Son Dakika
Mustafa UZUN (yenisoz.com.tr)
İslam Medeniyetini besleyen en önemli nehir, Türkistan, çağımızın kanayan yarası. 2500 yıllık geçmişi ile Türkistan, dünya tarihinin merkezindedir ve bugün tamamen Çinlileştirilmek istenilmektedir.
Bu topraklar, Halife Abdülmelik Mervan döneminde Türklerin kendi rızaları ile İslam’ı kabul edişinden sonra İslam aleminin ayrılmaz bir parçası haline geldi. Özellikle Hakan Satuk Buğra’nın İslam’ı kabul etmesinin ardından 751–1216 yılları arasındaki dönem Doğu Türkistan’ın altın devri olarak bilinir.
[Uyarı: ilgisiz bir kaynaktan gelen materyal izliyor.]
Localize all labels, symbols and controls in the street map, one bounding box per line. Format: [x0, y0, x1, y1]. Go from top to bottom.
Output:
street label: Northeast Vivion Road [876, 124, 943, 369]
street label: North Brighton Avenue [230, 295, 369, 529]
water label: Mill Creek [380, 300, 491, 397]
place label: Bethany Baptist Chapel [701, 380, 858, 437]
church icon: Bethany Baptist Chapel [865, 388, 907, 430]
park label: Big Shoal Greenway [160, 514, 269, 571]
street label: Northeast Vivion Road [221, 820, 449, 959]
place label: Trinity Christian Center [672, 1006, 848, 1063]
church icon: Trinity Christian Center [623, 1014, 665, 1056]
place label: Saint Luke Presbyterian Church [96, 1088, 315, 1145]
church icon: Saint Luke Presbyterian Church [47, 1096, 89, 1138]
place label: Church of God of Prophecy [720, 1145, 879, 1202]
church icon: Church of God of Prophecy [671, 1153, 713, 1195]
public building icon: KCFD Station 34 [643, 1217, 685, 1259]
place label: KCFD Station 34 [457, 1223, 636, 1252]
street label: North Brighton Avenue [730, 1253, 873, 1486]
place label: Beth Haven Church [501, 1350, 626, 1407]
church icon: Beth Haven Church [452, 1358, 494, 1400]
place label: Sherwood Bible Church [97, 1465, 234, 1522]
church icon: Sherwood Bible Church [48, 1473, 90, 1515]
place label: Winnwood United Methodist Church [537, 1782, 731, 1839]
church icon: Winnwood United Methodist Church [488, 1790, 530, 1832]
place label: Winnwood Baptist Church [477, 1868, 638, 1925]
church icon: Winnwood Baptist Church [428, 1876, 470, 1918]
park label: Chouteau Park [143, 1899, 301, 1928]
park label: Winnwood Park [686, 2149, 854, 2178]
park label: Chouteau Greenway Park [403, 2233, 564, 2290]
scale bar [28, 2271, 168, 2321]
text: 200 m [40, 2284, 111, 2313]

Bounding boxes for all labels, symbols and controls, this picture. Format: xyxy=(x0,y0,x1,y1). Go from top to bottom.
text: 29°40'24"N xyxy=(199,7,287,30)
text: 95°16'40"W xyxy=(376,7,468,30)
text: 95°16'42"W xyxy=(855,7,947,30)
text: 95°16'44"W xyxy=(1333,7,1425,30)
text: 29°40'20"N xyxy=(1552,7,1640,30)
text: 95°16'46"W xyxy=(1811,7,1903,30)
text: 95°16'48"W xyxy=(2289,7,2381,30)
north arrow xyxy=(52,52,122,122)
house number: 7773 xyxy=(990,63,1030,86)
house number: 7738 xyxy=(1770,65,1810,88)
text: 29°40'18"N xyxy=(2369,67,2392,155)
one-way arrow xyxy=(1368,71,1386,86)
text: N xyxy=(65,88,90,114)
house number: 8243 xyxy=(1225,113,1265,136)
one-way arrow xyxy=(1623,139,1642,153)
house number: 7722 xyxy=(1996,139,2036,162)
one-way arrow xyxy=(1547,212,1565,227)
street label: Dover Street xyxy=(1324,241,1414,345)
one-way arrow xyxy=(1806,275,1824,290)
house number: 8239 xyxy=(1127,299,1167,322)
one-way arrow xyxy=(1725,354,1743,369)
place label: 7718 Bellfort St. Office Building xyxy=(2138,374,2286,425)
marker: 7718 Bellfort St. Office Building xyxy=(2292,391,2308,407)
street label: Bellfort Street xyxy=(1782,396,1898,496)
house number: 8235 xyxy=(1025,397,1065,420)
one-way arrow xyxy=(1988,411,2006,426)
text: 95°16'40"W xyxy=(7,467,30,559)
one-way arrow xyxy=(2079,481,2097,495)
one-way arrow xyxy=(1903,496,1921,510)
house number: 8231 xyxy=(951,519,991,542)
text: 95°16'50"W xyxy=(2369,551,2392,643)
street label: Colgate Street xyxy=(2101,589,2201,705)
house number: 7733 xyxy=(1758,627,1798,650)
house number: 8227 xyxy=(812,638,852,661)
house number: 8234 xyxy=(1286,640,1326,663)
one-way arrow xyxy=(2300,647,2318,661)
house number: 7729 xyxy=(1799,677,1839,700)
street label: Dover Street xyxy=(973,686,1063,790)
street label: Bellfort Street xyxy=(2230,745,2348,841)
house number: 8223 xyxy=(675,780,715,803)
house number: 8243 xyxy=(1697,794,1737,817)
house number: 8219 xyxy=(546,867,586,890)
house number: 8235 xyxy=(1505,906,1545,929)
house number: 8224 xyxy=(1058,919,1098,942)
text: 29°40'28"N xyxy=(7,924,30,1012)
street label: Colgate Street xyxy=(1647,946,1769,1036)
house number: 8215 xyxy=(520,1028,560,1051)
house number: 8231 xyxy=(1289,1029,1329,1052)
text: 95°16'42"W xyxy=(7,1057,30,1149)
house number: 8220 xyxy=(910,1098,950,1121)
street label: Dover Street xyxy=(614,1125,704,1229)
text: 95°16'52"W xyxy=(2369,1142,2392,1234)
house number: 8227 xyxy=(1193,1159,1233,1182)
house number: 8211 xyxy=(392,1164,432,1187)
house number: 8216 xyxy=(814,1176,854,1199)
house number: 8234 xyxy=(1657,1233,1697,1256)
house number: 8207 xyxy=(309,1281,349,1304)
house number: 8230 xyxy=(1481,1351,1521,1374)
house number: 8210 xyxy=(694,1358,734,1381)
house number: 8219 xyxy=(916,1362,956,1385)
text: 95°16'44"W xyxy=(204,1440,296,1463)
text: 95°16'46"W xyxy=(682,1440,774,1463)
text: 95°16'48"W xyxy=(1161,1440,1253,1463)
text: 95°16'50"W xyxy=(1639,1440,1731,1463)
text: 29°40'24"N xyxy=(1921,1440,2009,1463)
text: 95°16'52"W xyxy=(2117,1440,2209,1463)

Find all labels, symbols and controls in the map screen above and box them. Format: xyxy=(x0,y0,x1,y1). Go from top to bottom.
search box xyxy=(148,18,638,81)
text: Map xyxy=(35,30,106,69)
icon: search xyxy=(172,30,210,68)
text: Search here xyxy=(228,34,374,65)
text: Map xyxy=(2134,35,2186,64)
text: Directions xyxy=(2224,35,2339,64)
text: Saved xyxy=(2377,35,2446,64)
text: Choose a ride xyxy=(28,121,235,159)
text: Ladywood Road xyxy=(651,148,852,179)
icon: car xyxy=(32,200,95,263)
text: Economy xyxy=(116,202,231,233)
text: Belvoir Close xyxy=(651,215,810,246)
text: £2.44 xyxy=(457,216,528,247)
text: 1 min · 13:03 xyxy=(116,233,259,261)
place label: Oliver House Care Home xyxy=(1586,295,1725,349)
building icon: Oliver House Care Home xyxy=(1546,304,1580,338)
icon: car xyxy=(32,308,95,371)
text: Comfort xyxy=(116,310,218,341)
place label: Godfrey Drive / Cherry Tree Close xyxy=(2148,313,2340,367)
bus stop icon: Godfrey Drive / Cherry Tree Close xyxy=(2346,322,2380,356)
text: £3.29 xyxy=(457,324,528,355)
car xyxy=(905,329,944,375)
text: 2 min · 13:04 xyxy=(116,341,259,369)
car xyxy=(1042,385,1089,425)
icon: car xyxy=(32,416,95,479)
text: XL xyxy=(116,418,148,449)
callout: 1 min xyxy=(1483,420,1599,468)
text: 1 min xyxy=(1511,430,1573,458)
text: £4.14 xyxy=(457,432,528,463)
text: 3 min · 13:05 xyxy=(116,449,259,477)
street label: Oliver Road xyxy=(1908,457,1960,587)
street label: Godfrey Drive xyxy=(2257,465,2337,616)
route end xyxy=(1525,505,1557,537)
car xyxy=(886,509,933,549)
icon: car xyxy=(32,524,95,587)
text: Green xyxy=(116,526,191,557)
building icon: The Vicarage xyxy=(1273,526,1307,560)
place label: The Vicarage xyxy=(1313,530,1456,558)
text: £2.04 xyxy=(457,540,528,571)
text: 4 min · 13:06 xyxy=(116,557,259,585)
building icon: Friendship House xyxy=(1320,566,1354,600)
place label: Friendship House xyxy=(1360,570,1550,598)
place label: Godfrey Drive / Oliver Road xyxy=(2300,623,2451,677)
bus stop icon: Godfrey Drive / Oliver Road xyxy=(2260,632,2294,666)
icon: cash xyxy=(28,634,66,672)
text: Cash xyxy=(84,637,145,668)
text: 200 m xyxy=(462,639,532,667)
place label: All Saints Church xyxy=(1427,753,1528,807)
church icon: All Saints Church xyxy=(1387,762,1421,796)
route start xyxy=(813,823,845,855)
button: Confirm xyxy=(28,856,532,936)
Medreseleri ve öğretim kurumları ile ünlenen Türkistan, bu dönem boyunca dünyanın dört bir yanından gelen öğrencileri misafir etmiş, tarihe yön veren devlet ve bilim adamları yetiştirmiştir. Bu bölgeden dünyanın dört bir yanına göç eden Türkler ise İslam’ı dünyanın çeşitli ülkelerine taşımışlardır.
Son iki asırdır Çin’in esareti altında bulunan Doğu Türkistan, nüfus yapısı, dili, dini, sahip olduğu etnik köken, milli ve manevi birikimi açısından Çin’den tamamen bağımsızdır.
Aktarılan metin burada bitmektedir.